Every project must begin with a thorough EDA. Use any combination of Module 3 techniques to understand your dataset before applying ML methods.
| Technique | Lesson | What to Demonstrate |
|---|---|---|
| Descriptive Statistics | L13 | Summary stats, distribution shapes, outlier detection, skewness/kurtosis |
| Distributions | L14 | Fit distributions to data, QQ-plots, compare empirical vs. theoretical |
| Hypothesis Testing | L15 | t-tests, normality tests, significance of observed patterns |
| Correlation Analysis | L16 | Correlation matrix, significance testing, spurious correlation awareness |
| Matplotlib & Seaborn | L17-L18 | Publication-quality charts, heatmaps, pairplots, distribution plots |
| Data Storytelling | L20 | Narrative-driven visualizations that communicate findings clearly |
Choose 1 topic from each of 4 different modules:
| Topic | Lesson | What to Demonstrate |
|---|---|---|
| Linear Regression | L21 | OLS regression, coefficient interpretation, R², residual analysis |
| Regularization | L22 | Ridge/Lasso comparison, cross-validated lambda selection |
| Regression Metrics | L23 | MSE, RMSE, MAE, R², cross-validation comparison |
| Factor Models | L24 | Multi-factor regression, Fama-French style analysis |
| Topic | Lesson | What to Demonstrate |
|---|---|---|
| Logistic Regression | L25 | Binary classification, odds ratios, probability calibration |
| Decision Trees | L26 | Tree building, Random Forest, feature importance |
| Classification Metrics | L27 | Confusion matrix, ROC-AUC, precision/recall, threshold tuning |
| Class Imbalance | L28 | SMOTE, class weights, stratified CV, PR curves |
| Topic | Lesson | What to Demonstrate |
|---|---|---|
| KMeans Clustering | L29 | Elbow method, silhouette score, cluster interpretation |
| Hierarchical Clustering | L30 | Dendrograms, linkage methods, correlation-based clustering |
| PCA | L31 | Dimensionality reduction, scree plots, loadings interpretation |
| ML Pipeline | L32 | sklearn Pipeline, cross-validation, hyperparameter tuning |
| Topic | Lesson | What to Demonstrate |
|---|---|---|
| Perceptron | L33 | Single-layer neural network, linear separability, convergence |
| MLP & Activations | L34 | Multi-layer network, activation functions, hidden layers |
| Backpropagation | L35 | Gradient descent, learning rate, loss curves |
| Overfitting Prevention | L36 | Dropout, early stopping, regularization, validation curves |
| Topic | Lesson | What to Demonstrate |
|---|---|---|
| Text Preprocessing | L37 | Tokenization, stopword removal, lemmatization, vocabulary |
| BOW & TF-IDF | L38 | Term frequency analysis, document-term matrix, feature extraction |
| Word Embeddings | L39 | Word2Vec, similarity analysis, embedding visualization |
| Sentiment Analysis | L40 | Dictionary-based or ML-based sentiment scoring |
After final submission, each group reviews another group's work. Rate each criterion 1-5 and provide constructive comments. Copy the template below into your review file.
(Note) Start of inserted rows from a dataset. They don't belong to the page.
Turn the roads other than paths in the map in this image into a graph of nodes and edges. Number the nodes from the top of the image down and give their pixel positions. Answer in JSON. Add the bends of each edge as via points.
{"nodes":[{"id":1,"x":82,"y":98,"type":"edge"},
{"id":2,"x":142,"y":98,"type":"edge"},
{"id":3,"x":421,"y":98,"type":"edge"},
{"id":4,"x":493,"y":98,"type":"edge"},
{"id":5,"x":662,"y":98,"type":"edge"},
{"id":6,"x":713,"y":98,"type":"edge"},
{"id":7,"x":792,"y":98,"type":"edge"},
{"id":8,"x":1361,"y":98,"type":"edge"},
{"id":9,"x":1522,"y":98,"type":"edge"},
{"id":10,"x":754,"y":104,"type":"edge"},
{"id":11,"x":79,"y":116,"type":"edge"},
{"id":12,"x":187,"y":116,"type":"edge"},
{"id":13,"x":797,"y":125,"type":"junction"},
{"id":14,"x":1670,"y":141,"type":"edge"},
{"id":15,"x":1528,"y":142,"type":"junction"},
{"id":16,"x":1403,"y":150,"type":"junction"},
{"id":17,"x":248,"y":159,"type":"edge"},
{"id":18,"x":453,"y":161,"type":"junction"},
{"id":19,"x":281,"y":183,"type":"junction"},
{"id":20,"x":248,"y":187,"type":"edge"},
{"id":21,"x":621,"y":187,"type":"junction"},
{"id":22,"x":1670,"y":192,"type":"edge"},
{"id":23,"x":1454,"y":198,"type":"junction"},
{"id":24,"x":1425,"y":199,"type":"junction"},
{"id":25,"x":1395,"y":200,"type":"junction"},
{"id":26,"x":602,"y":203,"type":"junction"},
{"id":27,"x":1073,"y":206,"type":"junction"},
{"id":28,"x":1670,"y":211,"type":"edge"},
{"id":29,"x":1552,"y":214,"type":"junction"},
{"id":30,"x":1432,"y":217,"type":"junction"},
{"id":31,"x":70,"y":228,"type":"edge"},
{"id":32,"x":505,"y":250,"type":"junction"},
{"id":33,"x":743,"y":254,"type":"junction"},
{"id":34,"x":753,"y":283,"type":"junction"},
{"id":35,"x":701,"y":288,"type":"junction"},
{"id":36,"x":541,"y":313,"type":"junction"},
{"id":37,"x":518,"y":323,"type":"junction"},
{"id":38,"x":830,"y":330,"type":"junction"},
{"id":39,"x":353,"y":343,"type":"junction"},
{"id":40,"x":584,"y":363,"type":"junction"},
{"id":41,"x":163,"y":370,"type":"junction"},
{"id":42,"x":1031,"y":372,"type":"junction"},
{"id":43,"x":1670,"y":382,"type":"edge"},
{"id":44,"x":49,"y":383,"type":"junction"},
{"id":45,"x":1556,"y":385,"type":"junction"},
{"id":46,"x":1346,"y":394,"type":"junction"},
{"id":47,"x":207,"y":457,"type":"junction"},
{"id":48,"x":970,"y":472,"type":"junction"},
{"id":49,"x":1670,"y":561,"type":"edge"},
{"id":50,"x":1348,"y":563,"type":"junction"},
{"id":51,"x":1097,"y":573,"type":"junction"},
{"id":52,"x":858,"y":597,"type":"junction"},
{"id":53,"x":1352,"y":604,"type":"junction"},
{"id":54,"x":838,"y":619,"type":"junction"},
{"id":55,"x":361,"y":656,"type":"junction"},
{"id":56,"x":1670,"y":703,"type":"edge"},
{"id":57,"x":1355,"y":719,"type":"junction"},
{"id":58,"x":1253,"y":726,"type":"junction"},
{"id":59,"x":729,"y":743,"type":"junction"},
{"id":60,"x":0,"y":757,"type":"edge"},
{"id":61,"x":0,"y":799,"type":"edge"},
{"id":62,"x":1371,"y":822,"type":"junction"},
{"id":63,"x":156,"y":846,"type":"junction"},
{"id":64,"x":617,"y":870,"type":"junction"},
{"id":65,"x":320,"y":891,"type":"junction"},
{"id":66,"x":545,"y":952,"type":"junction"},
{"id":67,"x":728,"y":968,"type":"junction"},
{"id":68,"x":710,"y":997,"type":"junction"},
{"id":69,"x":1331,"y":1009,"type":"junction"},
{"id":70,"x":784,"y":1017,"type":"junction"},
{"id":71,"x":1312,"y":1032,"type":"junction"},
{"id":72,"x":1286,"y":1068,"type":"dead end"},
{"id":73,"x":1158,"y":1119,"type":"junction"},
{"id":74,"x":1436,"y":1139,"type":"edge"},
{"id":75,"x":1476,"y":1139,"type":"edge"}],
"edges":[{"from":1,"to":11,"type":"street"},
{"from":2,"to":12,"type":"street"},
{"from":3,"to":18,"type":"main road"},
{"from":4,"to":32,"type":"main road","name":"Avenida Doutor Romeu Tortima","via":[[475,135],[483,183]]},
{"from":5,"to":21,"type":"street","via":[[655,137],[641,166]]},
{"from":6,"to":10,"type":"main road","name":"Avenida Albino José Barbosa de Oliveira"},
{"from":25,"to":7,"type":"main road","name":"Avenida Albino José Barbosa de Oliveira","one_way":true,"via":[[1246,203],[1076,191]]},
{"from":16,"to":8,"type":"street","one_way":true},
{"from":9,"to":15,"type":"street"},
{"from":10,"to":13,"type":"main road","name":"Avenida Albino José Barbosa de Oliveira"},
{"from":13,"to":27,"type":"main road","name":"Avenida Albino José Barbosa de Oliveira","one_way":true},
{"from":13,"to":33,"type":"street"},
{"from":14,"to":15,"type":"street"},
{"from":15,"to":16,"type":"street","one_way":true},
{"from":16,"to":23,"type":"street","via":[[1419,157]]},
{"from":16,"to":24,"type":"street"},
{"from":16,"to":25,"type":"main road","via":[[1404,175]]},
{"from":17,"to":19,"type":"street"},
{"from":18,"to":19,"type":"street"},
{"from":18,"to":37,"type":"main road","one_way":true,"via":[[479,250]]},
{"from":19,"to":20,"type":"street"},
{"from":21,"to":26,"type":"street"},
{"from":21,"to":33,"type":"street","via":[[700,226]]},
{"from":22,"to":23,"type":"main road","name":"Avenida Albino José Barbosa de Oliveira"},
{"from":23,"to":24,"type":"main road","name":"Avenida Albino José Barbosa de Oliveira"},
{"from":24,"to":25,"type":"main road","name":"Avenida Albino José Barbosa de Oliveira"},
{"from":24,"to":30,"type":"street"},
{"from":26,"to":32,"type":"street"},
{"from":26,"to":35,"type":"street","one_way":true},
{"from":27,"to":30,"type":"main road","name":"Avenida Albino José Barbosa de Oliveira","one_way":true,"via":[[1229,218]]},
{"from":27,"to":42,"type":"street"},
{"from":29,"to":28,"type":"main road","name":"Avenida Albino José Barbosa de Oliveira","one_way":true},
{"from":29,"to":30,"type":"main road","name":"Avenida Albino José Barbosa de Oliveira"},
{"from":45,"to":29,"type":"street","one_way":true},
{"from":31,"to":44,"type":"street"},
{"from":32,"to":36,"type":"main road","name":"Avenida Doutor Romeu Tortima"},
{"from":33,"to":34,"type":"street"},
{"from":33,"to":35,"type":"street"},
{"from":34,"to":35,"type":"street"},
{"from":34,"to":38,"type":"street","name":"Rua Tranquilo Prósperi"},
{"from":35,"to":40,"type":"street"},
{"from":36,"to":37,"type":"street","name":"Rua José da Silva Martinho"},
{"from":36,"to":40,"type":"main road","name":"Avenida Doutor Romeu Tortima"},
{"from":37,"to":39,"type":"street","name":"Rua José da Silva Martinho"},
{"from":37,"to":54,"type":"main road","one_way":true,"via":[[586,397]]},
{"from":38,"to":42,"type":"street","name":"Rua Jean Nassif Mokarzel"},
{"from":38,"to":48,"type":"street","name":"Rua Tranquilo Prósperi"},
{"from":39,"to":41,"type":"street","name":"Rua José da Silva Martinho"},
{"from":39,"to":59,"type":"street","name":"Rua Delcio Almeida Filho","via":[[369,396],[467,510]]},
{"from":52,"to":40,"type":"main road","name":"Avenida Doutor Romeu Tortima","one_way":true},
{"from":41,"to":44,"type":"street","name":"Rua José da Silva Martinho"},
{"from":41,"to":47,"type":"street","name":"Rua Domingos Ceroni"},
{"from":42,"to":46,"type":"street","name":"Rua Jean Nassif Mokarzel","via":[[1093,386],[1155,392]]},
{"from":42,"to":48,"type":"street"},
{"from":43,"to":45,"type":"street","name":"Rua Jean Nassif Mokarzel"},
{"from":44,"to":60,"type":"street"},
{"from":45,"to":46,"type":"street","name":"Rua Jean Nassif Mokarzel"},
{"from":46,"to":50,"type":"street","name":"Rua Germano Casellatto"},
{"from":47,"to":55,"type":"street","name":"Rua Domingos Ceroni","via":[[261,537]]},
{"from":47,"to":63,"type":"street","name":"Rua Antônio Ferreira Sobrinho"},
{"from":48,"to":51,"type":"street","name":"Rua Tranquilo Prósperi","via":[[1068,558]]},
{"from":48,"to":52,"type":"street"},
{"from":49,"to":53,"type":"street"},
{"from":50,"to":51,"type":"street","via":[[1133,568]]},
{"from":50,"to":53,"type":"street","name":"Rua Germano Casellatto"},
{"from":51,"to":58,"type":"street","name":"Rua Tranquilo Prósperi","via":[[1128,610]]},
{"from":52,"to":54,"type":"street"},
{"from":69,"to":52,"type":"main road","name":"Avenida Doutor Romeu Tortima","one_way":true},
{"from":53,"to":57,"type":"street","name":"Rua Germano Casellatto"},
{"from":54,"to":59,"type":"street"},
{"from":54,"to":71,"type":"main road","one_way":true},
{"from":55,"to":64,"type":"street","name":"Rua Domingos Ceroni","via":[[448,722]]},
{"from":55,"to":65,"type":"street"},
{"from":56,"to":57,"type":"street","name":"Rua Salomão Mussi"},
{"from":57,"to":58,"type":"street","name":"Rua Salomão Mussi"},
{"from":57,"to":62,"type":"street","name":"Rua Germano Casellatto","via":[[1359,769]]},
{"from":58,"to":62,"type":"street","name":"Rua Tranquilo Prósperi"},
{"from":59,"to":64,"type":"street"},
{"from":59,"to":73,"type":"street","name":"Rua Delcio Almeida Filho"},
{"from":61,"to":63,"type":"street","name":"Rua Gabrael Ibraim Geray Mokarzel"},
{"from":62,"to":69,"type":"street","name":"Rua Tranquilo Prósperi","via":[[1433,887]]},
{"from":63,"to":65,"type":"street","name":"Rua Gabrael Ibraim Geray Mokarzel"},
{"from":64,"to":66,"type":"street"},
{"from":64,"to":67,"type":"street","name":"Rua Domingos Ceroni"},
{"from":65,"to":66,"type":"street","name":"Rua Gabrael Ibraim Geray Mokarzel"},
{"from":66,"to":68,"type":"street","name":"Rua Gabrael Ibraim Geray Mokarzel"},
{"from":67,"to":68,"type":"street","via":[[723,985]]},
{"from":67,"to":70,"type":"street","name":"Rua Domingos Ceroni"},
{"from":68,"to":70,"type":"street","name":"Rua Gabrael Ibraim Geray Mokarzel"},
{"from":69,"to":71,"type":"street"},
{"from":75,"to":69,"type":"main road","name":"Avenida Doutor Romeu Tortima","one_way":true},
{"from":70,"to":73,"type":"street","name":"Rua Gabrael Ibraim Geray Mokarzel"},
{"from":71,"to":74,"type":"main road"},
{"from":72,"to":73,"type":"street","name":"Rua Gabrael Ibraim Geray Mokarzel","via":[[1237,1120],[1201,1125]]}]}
Three sample projects illustrating how to combine EDA with techniques from different modules.
Dataset: Daily prices for 20 cryptocurrencies from CoinGecko API (free), plus Bitcoin dominance, trading volume, and S&P 500 as benchmark. ~2 years of daily data.
| # | Technique | Module | What They Do |
|---|---|---|---|
| 1 | Descriptive Statistics (L13) | M3 | Summary stats per coin: mean return, volatility, skewness, kurtosis. Compare distributions to normal. |
| 2 | Correlation Analysis (L16) | M3 | Correlation matrix across coins. Identify clusters of co-moving assets. Test significance of correlations. |
| 3 | Linear Regression (L21) | M4 | Regress altcoin returns on Bitcoin + S&P 500. Interpret beta, R-squared. Which altcoins are Bitcoin-independent? |
| 4 | KMeans Clustering (L29) | M6 | Cluster coins by risk/return/volume profiles. Name clusters (e.g., "stablecoins", "high-beta altcoins", "DeFi tokens"). |
| 5 | MLP (L34) | M7 | Train neural network to predict next-day return direction from technical indicators (RSI, MACD, volume). |
| 6 | Sentiment Analysis (L40) | M8 | Scrape crypto news headlines, score sentiment, correlate with returns. Does news predict price movements? |
Dataset: Lending Club open dataset (Kaggle, ~50k loans) with features like income, debt-to-income, credit score, loan amount, employment length. Binary target: default vs. fully paid.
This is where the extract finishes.